A total of 15 new research projects across Beef & Lamb, Cereals & Oilseeds, Dairy, Horticulture, Potatoes, and Pork, have been approved and are set to start later this year.
Among the new postgraduate studentship projects is a study to quantify usage patterns and understand perceptions towards antimicrobial use on sheep farms; work to reduce phosphorus losses from UK dairy farms and a study into soil-root interactions in potatoes.
Work will also be carried out into fungicide resistance management; a system-wide evaluation of pasture-based sheep production and a project which looks at bio-inspired vision systems for automated harvesting in horticulture.
And, this year, AHDB Pork has approved a project which looks at the development of novel technology (bio-sensors) for rapid analysis of fatty acid composition in meat from pigs and cattle.
The PhDs form a critical part of AHDB’s ongoing work to support the agricultural and horticultural sectors to ensure a fresh stock of talented young professionals is encouraged into the industry.
AHDB’s Kim Matthews, who chairs the studentship programme, said: “Once again, we have been overwhelmed by the high standard of proposals for our AHDB-funded PhDs. Every year, we strive to find the very best projects to attract the brightest talent to engage with the industry and bring new ideas to the table, which will result in real change on farm.”
AHDB invests around £1 million a year in doctoral research at UK universities, colleges and research institutes as part of its work to develop a new tranche of agricultural and horticultural scientific expertise. The funds committed by AHDB equate to £70,500 per studentship, which can be split over three or four years.
Applicants must detail how the proposed research will help meet the strategic priorities of one or more of the levy sectors through useful and relevant research outcomes.
Also this year, the AgriFood Charities Partnership will jointly fund a project with AHDB Cereals & Oilseeds, which looks at soil and cover crop associations developing rhizo-biological efficiency.
Last year, the first combined AHDB Crops and Livestock PhD Conference was held in Stratford, featuring the work of more than 80 post-graduate students from across the UK.
It was the first time all AHDB-funded students from the crops and livestock sectors were brought together under one roof – providing them with the unique opportunity to interact with each other and members of the industry to deliver a positive impact on farming and horticulture.

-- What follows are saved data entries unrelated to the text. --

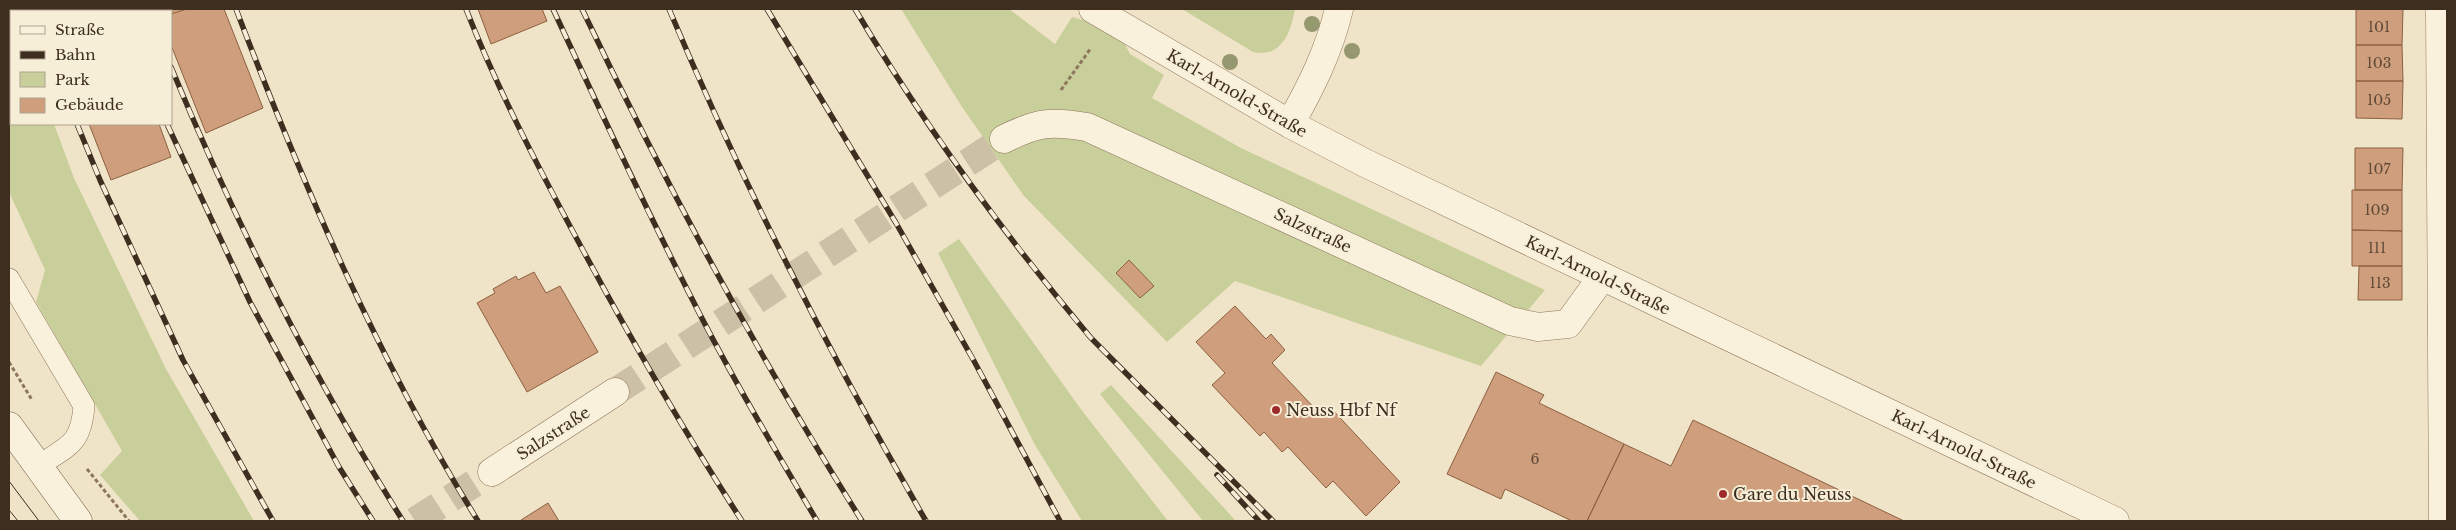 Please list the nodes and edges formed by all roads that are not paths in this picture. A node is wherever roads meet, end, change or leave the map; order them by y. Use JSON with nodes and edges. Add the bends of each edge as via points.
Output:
{"nodes":[{"id":1,"x":1093,"y":9,"type":"edge"},
{"id":2,"x":1339,"y":9,"type":"edge"},
{"id":3,"x":2440,"y":9,"type":"edge"},
{"id":4,"x":1290,"y":124,"type":"junction"},
{"id":5,"x":1004,"y":139,"type":"tunnel mouth"},
{"id":6,"x":1602,"y":277,"type":"junction"},
{"id":7,"x":9,"y":279,"type":"edge"},
{"id":8,"x":614,"y":392,"type":"tunnel mouth"},
{"id":9,"x":9,"y":426,"type":"edge"},
{"id":10,"x":38,"y":466,"type":"junction"},
{"id":11,"x":492,"y":472,"type":"tunnel mouth"},
{"id":12,"x":78,"y":521,"type":"edge"},
{"id":13,"x":2115,"y":521,"type":"edge"},
{"id":14,"x":2443,"y":521,"type":"edge"}],
"edges":[{"from":1,"to":4,"type":"street","name":"Karl-Arnold-Straße"},
{"from":2,"to":4,"type":"street","via":[[1317,76]]},
{"from":3,"to":14,"type":"street"},
{"from":4,"to":6,"type":"street","name":"Karl-Arnold-Straße"},
{"from":5,"to":6,"type":"street","name":"Salzstraße","via":[[1029,126],[1060,123],[1087,127],[1510,321],[1538,328],[1568,324]]},
{"from":6,"to":13,"type":"street","name":"Karl-Arnold-Straße"},
{"from":7,"to":10,"type":"lane","via":[[84,406],[82,428],[72,443]]},
{"from":8,"to":11,"type":"street","name":"Salzstraße"},
{"from":9,"to":10,"type":"street"},
{"from":10,"to":12,"type":"street"}]}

Among the students exhibiting their work during the four-day event was Charlotte Rowley, who has made major advancements in the field of pest control.
The final year student at Harper Adams University has uncovered a wealth of new information around the biology and ecology of saddle gall midge Haplodiplosis marginata which can be used to help farmers detect and control an outbreak.
Charlotte said: “In 2010, there was an outbreak of H.marginata in Central and South East England, however prior to this there was nothing for 40 years. This meant there was a large gap in research so when it did appear six years ago, farmers had no idea how to treat it.
“My research project was all about filling in that knowledge gap. I looked at the ways in which the population is affected by environmental conditions such as air temperatures and rainfall, with a view to being able to predict when outbreaks may occur.
“Prior to my work, farmers had to use visual assessments which can be very difficult if you don’t know what you are looking for. This new tool will allow farmers to detect the presence of H.marginata before it reaches outbreak levels, which is a big step forward.”